One of Shakespeare’s lesser-celebrated works is transplanted from the high-horsed moral prudishness of 17th century Vienna to the bigoted ganglands of modern-day Melbourne in this ambitious adaptation from Scottish actor-turned-director, Paul Ireland. Certain elements of the original story are retained, but much of the script is given a full makeover to fit into the contemporary setting.

For starters, the implacable authority of the Bard’s Duke is replaced by Hugo Weaving’s crime kingpin of the same name, who, despite operating on the opposite side of the law, carries a similarly imposing bearing and the same (if somewhat skewed) moral rectitude as his namesake. His protégé, Angelo (Mark Leonard Winter), becomes an impulsive and easily led hothead, keen to please his mentor but keener to satisfy his baser urges.

Meanwhile, the central crime of the original play – carnal knowledge outside of wedlock – becomes a construct perhaps more suited to Romeo and Juliet, as Claudio (Harrison Gilbertson) is a white aspiring musician who falls for Muslim immigrant Jaiwara (Megan Smart). Her family (who also happen to be embroiled in the city’s criminal underbelly) disapprove strongly of the union, engineering the arrest of Claudio as a result.

Thankfully, Ireland also dispenses with the iambic pentameter of Shakespeare’s verses, which can so often prove an impediment to a credible and enjoyable retelling of his compelling tales. Instead, the original script is used as a loose framework for Ireland’s own narrative to unwind itself, and although the outcome is pretty much a foregone conclusion for those familiar with the source material, there’s enough originality in the piece to keep it engaging.

This attempt to balance the thematic content of the original with current concerns doesn’t always come off, however. Whereas Shakespeare’s Measure for Measure was all about championing morality and justice, Ireland’s version is a far messier animal that incorporates a diverse number of elements, including racial and religious tensions, drug abuse, police corruption and the idea of honour amongst thieves. With all of these strands floating around at the same time, it’s inevitable that some will be overlooked or side-tracked in favour of others, and so it proves. The end result is an entertaining enough yarn about young lovers and old felons, but the narrative doesn’t always hang together as convincingly as could be desired.

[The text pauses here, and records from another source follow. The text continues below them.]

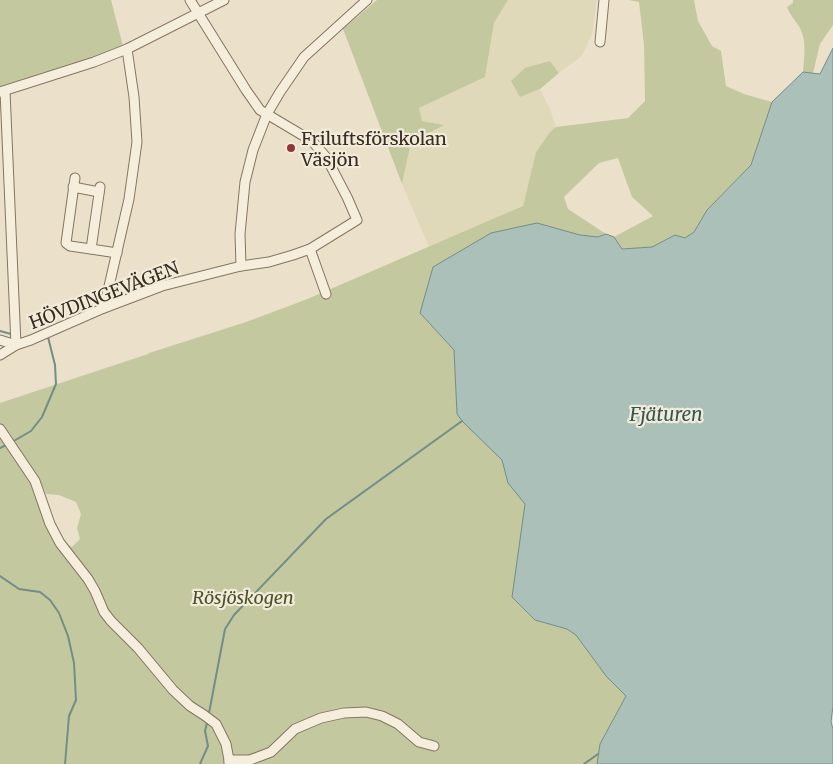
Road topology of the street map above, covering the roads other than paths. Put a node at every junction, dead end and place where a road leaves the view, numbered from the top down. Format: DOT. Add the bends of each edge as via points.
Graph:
graph roads {
  1 [pos="190,0"];
  2 [pos="224,0"];
  3 [pos="368,0"];
  4 [pos="604,0"];
  5 [pos="198,14"];
  6 [pos="600,42"];
  7 [pos="127,49"];
  8 [pos="2,92"];
  9 [pos="267,114"];
  10 [pos="91,248"];
  11 [pos="310,249"];
  12 [pos="117,253"];
  13 [pos="241,266"];
  14 [pos="326,294"];
  15 [pos="104,308"];
  16 [pos="0,340"];
  17 [pos="16,345"];
  18 [pos="0,355"];
  19 [pos="0,430"];
  20 [pos="434,746"];
  21 [pos="229,762"];
  1 -- 5 [label="street"];
  2 -- 5 [label="street"];
  3 -- 9 [label="street" via="304,57"];
  4 -- 6 [label="street"];
  5 -- 7 [label="street"];
  5 -- 9 [label="street" via="246,90 260,110"];
  7 -- 8 [label="street"];
  7 -- 12 [label="street" via="138,142"];
  8 -- 17 [label="street"];
  9 -- 11 [label="street, HÖVDINGEVÄGEN" via="312,141 326,157 357,220"];
  9 -- 13 [label="street" via="245,182 240,234"];
  10 -- 10 [label="street" via="66,243 74,183 100,189"];
  10 -- 12 [label="street"];
  11 -- 13 [label="street, HÖVDINGEVÄGEN" via="268,262"];
  11 -- 14 [label="street"];
  12 -- 15 [label="street"];
  13 -- 15 [label="street, HÖVDINGEVÄGEN" via="162,286"];
  15 -- 17 [label="street, HÖVDINGEVÄGEN"];
  16 -- 17 [label="street"];
  17 -- 18 [label="street, HÖVDINGEVÄGEN"];
  19 -- 21 [label="street" via="35,482 60,543 88,579 104,612 173,690 216,724 226,744"];
  20 -- 21 [label="street" via="419,742 398,724 382,716 366,712 344,713 295,729 271,752 250,760"];
}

Performances are similarly erratic; Weaving brings his usual gravelly-voiced gravitas to the Duke, while Smart’s quiet dignity is a standout as the unfortunate Jaiwara. Gilbertson does what he can with the largely agency-less Claudio, who spends so much time bawling his eyes out behind bars that it’s a wonder his body has retained any water at all. Leonard Winter gives a charismatic performance as the flawed egotist of the piece, but Fayssal Bazzi altogether overdoes the arch-villain Farouk, resulting in a snarling and spitting eye-bulger of a character who doesn’t ever really seem real.

These inconsistencies, coupled with a few plot points that are clearly included for shock value alone, mean that Measure for Measure is a diverting but ultimately flawed piece of cinema. As an attempt to update the original storyline for a modern audience, it’s surely a qualified success – but as an authentic narrative in its own right, there are too many clunky plot manoeuvres and two-dimensional characters for it to be deemed a proper hit.